● Exercise data:
-*-*-

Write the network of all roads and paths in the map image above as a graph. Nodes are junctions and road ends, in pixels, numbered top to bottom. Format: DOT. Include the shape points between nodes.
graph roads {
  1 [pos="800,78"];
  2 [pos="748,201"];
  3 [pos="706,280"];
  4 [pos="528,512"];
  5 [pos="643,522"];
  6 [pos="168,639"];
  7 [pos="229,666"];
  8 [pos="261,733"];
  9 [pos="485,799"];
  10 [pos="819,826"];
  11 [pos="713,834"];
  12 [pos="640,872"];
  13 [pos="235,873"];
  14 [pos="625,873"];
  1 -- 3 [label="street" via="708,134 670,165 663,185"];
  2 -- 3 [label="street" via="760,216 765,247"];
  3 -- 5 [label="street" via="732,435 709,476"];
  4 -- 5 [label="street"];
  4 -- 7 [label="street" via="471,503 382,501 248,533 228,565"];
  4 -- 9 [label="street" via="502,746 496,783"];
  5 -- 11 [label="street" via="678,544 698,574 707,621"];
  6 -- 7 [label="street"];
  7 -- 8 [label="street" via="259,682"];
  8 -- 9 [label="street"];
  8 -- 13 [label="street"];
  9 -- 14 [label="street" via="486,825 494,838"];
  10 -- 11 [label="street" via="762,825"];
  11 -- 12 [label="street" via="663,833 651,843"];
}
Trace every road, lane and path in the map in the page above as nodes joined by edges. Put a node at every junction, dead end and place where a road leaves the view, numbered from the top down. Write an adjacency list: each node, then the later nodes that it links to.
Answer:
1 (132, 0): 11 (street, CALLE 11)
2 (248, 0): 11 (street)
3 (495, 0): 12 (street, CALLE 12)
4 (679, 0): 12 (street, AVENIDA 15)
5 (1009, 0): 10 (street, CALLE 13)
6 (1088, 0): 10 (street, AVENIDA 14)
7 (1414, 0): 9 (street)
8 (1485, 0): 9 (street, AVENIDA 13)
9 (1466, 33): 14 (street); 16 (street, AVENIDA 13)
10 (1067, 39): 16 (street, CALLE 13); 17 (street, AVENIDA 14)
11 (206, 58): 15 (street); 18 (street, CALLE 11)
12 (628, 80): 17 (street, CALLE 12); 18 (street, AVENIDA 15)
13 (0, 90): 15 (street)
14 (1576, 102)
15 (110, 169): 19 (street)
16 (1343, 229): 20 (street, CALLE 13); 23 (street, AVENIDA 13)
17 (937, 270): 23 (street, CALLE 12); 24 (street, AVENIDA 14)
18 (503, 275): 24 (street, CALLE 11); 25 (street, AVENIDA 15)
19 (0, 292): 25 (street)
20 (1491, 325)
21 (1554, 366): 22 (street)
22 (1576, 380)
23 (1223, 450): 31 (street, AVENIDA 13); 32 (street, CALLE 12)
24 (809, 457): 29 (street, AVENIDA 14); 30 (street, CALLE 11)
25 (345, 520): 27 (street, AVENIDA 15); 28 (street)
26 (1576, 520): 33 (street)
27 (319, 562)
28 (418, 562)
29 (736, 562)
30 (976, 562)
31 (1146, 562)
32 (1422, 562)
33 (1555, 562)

-*-*-

● Task details:
Word for word, set down all the lines above.

● Expected output:
Write the network of all roads and paths in the map image above as a graph. Nodes are junctions and road ends, in pixels, numbered top to bottom. Format: DOT. Include the shape points between nodes.
graph roads {
  1 [pos="800,78"];
  2 [pos="748,201"];
  3 [pos="706,280"];
  4 [pos="528,512"];
  5 [pos="643,522"];
  6 [pos="168,639"];
  7 [pos="229,666"];
  8 [pos="261,733"];
  9 [pos="485,799"];
  10 [pos="819,826"];
  11 [pos="713,834"];
  12 [pos="640,872"];
  13 [pos="235,873"];
  14 [pos="625,873"];
  1 -- 3 [label="street" via="708,134 670,165 663,185"];
  2 -- 3 [label="street" via="760,216 765,247"];
  3 -- 5 [label="street" via="732,435 709,476"];
  4 -- 5 [label="street"];
  4 -- 7 [label="street" via="471,503 382,501 248,533 228,565"];
  4 -- 9 [label="street" via="502,746 496,783"];
  5 -- 11 [label="street" via="678,544 698,574 707,621"];
  6 -- 7 [label="street"];
  7 -- 8 [label="street" via="259,682"];
  8 -- 9 [label="street"];
  8 -- 13 [label="street"];
  9 -- 14 [label="street" via="486,825 494,838"];
  10 -- 11 [label="street" via="762,825"];
  11 -- 12 [label="street" via="663,833 651,843"];
}
Trace every road, lane and path in the map in the page above as nodes joined by edges. Put a node at every junction, dead end and place where a road leaves the view, numbered from the top down. Write an adjacency list: each node, then the later nodes that it links to.
Answer:
1 (132, 0): 11 (street, CALLE 11)
2 (248, 0): 11 (street)
3 (495, 0): 12 (street, CALLE 12)
4 (679, 0): 12 (street, AVENIDA 15)
5 (1009, 0): 10 (street, CALLE 13)
6 (1088, 0): 10 (street, AVENIDA 14)
7 (1414, 0): 9 (street)
8 (1485, 0): 9 (street, AVENIDA 13)
9 (1466, 33): 14 (street); 16 (street, AVENIDA 13)
10 (1067, 39): 16 (street, CALLE 13); 17 (street, AVENIDA 14)
11 (206, 58): 15 (street); 18 (street, CALLE 11)
12 (628, 80): 17 (street, CALLE 12); 18 (street, AVENIDA 15)
13 (0, 90): 15 (street)
14 (1576, 102)
15 (110, 169): 19 (street)
16 (1343, 229): 20 (street, CALLE 13); 23 (street, AVENIDA 13)
17 (937, 270): 23 (street, CALLE 12); 24 (street, AVENIDA 14)
18 (503, 275): 24 (street, CALLE 11); 25 (street, AVENIDA 15)
19 (0, 292): 25 (street)
20 (1491, 325)
21 (1554, 366): 22 (street)
22 (1576, 380)
23 (1223, 450): 31 (street, AVENIDA 13); 32 (street, CALLE 12)
24 (809, 457): 29 (street, AVENIDA 14); 30 (street, CALLE 11)
25 (345, 520): 27 (street, AVENIDA 15); 28 (street)
26 (1576, 520): 33 (street)
27 (319, 562)
28 (418, 562)
29 (736, 562)
30 (976, 562)
31 (1146, 562)
32 (1422, 562)
33 (1555, 562)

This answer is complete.